We are connected with our ancestors physically and energetically, each time air meets flesh in the act of breathing, air meets blood, an eternal exchange, receiving nourishment, expelling toxins for the earth and nature to receive for composting.
Every breath I take cleanses, restores, energizes, alchemizes the cells of my body that hold ancestral wisdom and imprints of ancestral trauma.

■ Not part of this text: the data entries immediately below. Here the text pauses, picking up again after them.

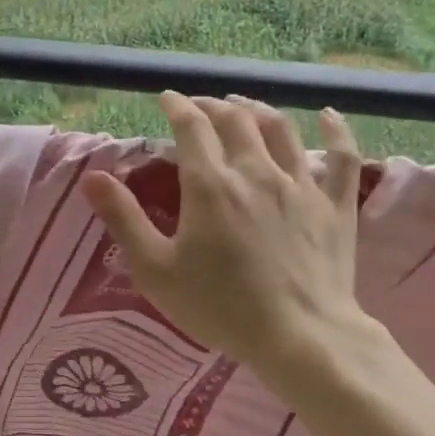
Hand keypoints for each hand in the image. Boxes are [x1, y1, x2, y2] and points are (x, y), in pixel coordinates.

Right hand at [82, 93, 378, 377]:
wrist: (300, 337)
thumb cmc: (220, 307)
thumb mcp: (156, 270)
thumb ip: (124, 219)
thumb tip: (92, 177)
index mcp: (211, 185)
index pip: (191, 128)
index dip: (177, 107)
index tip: (167, 98)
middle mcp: (256, 172)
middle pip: (235, 120)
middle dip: (213, 106)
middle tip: (200, 106)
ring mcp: (301, 186)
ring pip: (281, 130)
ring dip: (258, 110)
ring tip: (244, 105)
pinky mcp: (335, 206)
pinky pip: (342, 158)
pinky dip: (335, 132)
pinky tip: (327, 116)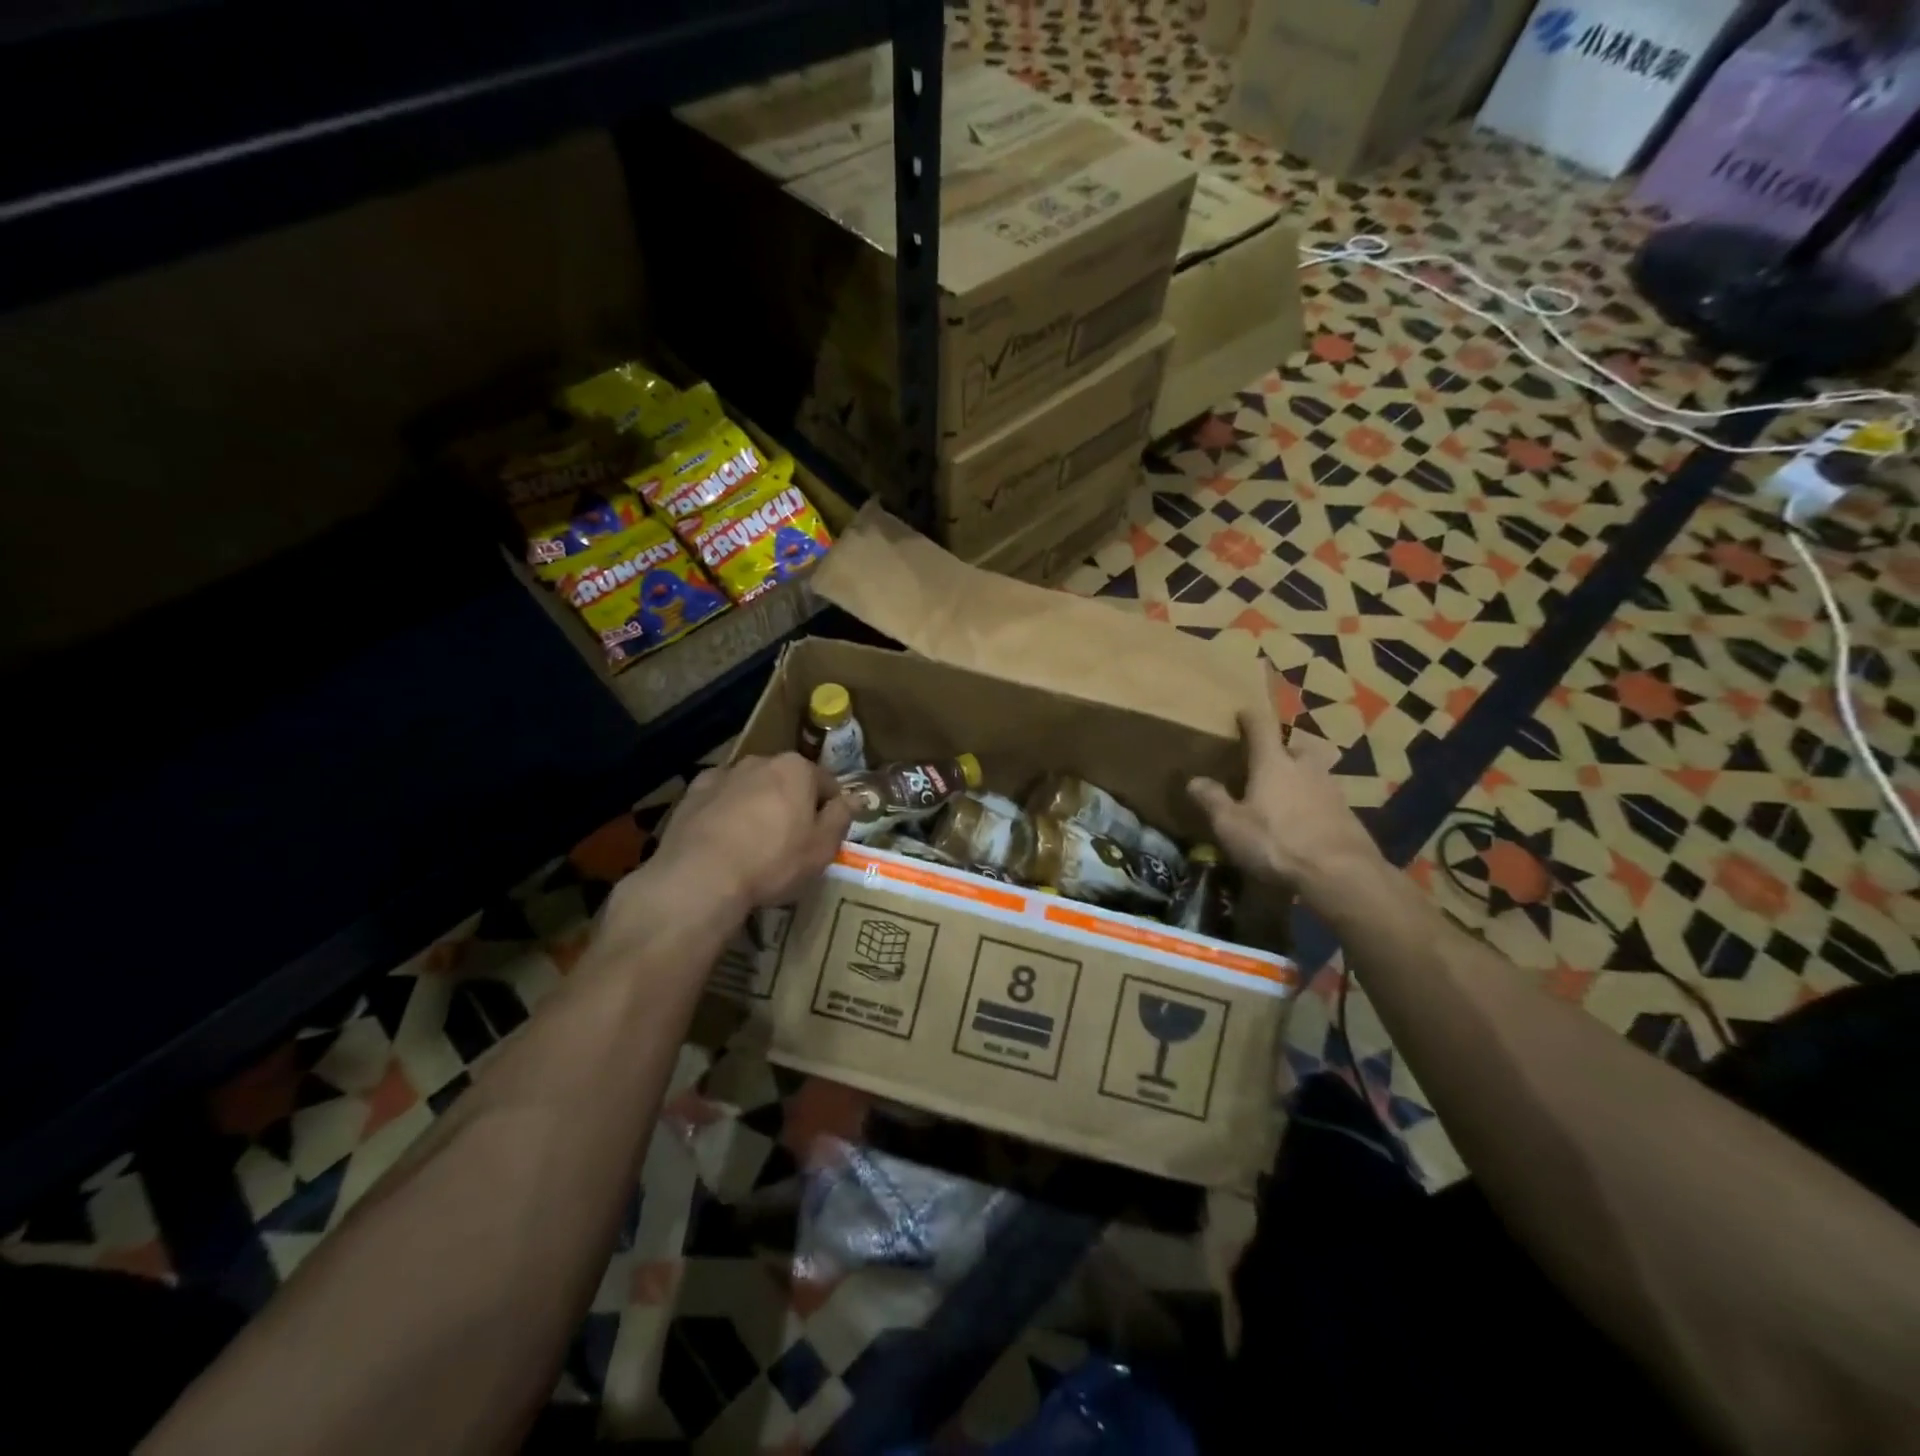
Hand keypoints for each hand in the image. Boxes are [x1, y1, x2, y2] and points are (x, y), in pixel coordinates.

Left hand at [648, 754, 852, 913]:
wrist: (700, 877)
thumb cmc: (773, 862)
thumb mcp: (822, 848)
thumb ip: (841, 818)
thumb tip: (855, 798)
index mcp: (797, 769)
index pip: (827, 783)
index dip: (830, 810)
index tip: (825, 835)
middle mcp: (760, 761)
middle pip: (787, 781)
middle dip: (792, 803)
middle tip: (791, 841)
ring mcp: (723, 774)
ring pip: (752, 788)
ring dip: (758, 805)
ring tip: (753, 844)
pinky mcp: (692, 793)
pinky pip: (720, 799)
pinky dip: (725, 812)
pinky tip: (723, 841)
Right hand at [1188, 709, 1382, 895]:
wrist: (1340, 873)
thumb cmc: (1276, 841)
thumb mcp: (1231, 825)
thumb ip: (1212, 800)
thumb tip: (1194, 780)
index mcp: (1274, 763)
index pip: (1262, 728)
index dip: (1251, 718)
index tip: (1243, 713)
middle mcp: (1305, 768)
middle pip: (1294, 748)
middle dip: (1282, 752)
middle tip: (1267, 765)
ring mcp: (1332, 790)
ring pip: (1313, 774)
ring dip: (1300, 779)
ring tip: (1285, 797)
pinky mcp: (1349, 814)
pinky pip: (1326, 799)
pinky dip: (1314, 804)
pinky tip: (1305, 823)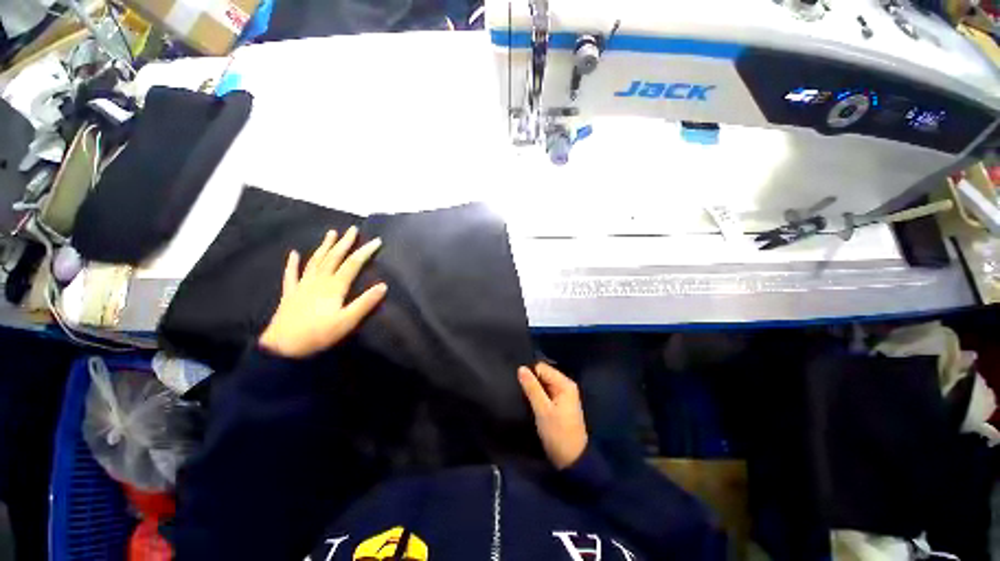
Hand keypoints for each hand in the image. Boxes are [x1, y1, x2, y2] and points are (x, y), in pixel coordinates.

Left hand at [259, 226, 386, 358]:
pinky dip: (293, 263)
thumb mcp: (347, 321)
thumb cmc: (318, 335)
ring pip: (315, 261)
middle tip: (352, 229)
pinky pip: (291, 274)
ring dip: (324, 246)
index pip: (353, 264)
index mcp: (334, 286)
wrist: (282, 348)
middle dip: (344, 242)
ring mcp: (302, 286)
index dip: (365, 251)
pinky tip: (293, 254)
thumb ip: (365, 303)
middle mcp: (318, 281)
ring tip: (331, 233)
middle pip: (333, 257)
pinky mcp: (290, 294)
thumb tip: (383, 285)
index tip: (376, 241)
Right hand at [518, 363, 587, 469]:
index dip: (530, 374)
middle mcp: (565, 385)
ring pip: (543, 384)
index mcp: (565, 384)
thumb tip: (521, 368)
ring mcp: (563, 395)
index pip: (542, 368)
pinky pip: (545, 393)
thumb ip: (532, 388)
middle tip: (520, 392)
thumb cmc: (558, 433)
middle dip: (531, 381)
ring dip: (534, 389)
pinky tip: (530, 403)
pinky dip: (538, 396)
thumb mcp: (542, 410)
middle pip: (543, 374)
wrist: (572, 461)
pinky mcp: (559, 404)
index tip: (520, 385)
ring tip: (523, 398)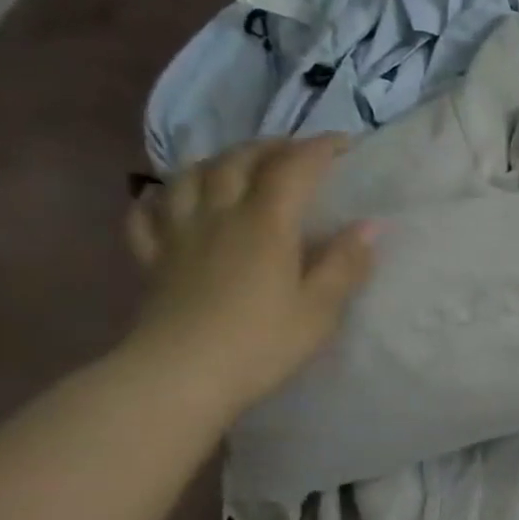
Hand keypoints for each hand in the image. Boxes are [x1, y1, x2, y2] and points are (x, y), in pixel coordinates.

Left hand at [122, 137, 375, 420]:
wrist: (180, 376)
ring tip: (236, 165)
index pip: (293, 169)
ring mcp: (178, 234)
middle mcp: (219, 216)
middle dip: (269, 147)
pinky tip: (169, 199)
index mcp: (265, 224)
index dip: (318, 149)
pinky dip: (161, 196)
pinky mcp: (152, 259)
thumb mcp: (320, 308)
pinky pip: (147, 213)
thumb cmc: (262, 343)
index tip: (343, 143)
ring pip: (190, 176)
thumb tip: (371, 225)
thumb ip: (344, 263)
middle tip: (294, 150)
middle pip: (238, 161)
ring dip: (217, 160)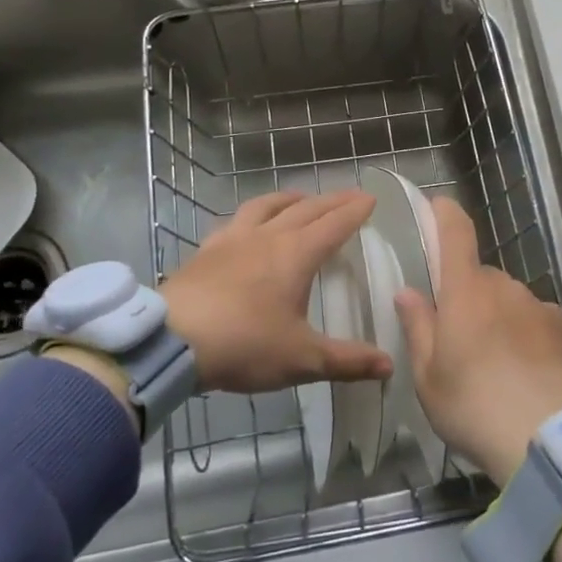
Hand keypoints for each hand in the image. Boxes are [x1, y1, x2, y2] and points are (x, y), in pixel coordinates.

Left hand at [161, 189, 392, 393]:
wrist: (171, 340)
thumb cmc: (244, 345)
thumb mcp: (301, 360)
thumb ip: (347, 362)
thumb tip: (390, 366)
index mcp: (297, 254)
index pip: (334, 224)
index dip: (355, 211)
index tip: (371, 199)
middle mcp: (268, 236)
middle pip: (306, 208)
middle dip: (332, 200)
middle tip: (349, 195)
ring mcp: (234, 239)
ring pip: (268, 205)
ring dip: (291, 198)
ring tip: (301, 198)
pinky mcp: (207, 249)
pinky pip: (237, 220)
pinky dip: (254, 215)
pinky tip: (248, 225)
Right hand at [394, 197, 561, 487]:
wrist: (555, 444)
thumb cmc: (476, 408)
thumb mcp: (429, 379)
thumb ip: (418, 328)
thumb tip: (408, 292)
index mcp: (467, 291)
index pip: (456, 232)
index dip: (445, 213)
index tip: (436, 206)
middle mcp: (506, 287)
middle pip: (481, 277)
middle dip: (467, 296)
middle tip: (459, 340)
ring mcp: (541, 307)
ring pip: (510, 301)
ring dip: (499, 319)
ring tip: (496, 367)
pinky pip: (537, 322)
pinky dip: (527, 337)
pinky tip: (527, 376)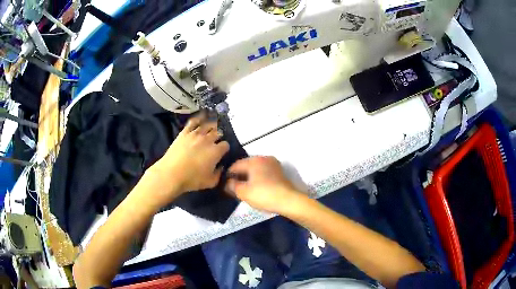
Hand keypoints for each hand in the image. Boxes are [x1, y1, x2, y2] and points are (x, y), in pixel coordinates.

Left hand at [150, 114, 228, 202]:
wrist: (171, 174)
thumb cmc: (192, 180)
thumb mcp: (211, 182)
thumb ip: (219, 174)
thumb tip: (221, 167)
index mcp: (215, 151)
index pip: (226, 145)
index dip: (225, 148)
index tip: (222, 152)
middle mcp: (207, 139)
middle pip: (218, 132)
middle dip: (220, 136)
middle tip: (217, 140)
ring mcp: (195, 134)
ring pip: (208, 125)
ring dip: (212, 125)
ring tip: (213, 126)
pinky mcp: (184, 132)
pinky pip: (193, 121)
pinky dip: (199, 117)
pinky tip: (202, 115)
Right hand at [225, 156, 301, 213]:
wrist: (288, 201)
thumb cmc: (263, 195)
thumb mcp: (243, 192)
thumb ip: (232, 185)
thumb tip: (227, 182)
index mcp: (254, 160)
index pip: (235, 165)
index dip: (227, 175)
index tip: (224, 185)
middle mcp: (264, 158)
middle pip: (246, 166)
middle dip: (239, 176)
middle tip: (233, 188)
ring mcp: (273, 164)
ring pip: (255, 169)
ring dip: (248, 177)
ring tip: (243, 189)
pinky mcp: (279, 172)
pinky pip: (263, 173)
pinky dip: (258, 179)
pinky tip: (255, 188)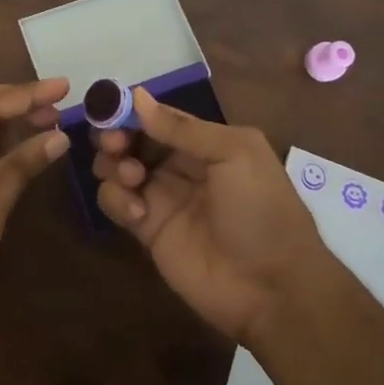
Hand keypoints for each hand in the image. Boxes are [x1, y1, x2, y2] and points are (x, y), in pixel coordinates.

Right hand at [93, 88, 329, 344]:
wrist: (273, 288)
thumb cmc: (261, 209)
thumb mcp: (235, 155)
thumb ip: (183, 128)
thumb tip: (137, 96)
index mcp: (204, 142)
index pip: (158, 117)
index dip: (132, 110)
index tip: (110, 108)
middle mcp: (179, 165)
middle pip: (132, 139)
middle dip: (115, 135)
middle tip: (115, 144)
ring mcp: (161, 198)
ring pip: (117, 168)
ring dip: (113, 165)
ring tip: (132, 178)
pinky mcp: (146, 230)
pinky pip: (116, 203)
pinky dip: (116, 200)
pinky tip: (138, 213)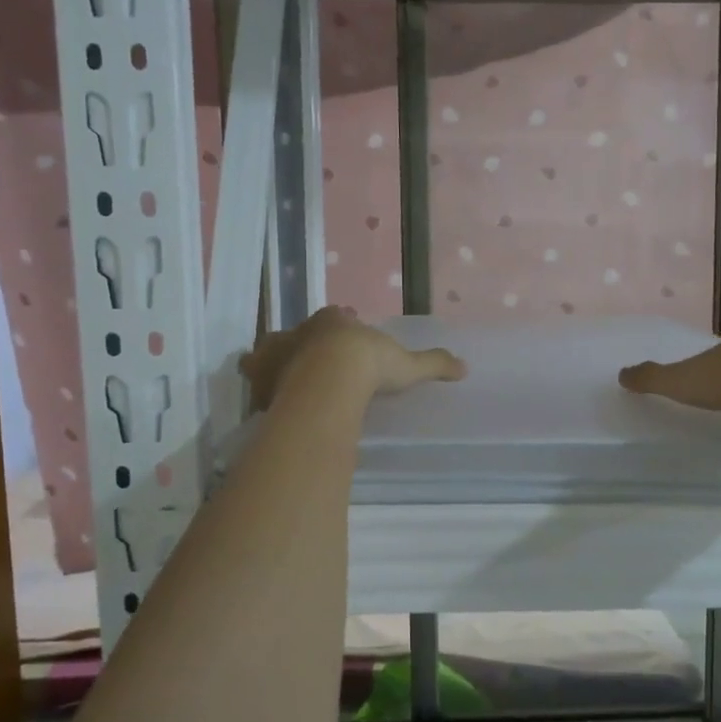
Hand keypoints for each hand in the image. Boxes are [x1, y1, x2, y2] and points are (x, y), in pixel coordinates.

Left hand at [239, 306, 466, 410]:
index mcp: (333, 321)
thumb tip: (464, 367)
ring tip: (282, 380)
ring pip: (266, 352)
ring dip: (272, 362)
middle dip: (300, 343)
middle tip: (310, 360)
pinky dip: (260, 390)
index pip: (334, 316)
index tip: (347, 333)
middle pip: (296, 332)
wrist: (330, 380)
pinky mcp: (262, 378)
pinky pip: (256, 382)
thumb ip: (433, 364)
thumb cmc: (369, 365)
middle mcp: (301, 331)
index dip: (341, 324)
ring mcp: (277, 353)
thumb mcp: (407, 365)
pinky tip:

It is no coincidence that lilacs grow plentiful and abundant on old farmland, in regular rows. Before flush toilets were invented, lilacs were planted over outhouse holes after they were filled and the outhouse moved to a new location.
More poignantly, lilacs have been traditionally planted over burial sites for placentae and stillborn babies. I first read about it here.
As I breathe in the scent of lilacs, I flow healing and love back through the generations to my mother, my nonnas, my ancestors. I wonder at what experiences, joy, sadness or trauma imprinted the scent in our collective memory.
What other ancestral experiences, joy, sadness or trauma have imprinted and affected me in the way I navigate life? I know my grandmother experienced two miscarriages after my birth. Were there more? How did they affect her?
I wonder if the reactions and responses I have to life situations that feel like they’re not really mine, but feel real nonetheless, stem from incidents and experiences before my time, passed on in my ancestral lineage.
In all the wondering I become more committed to my own healing, and know I am contributing to collective healing in the doing.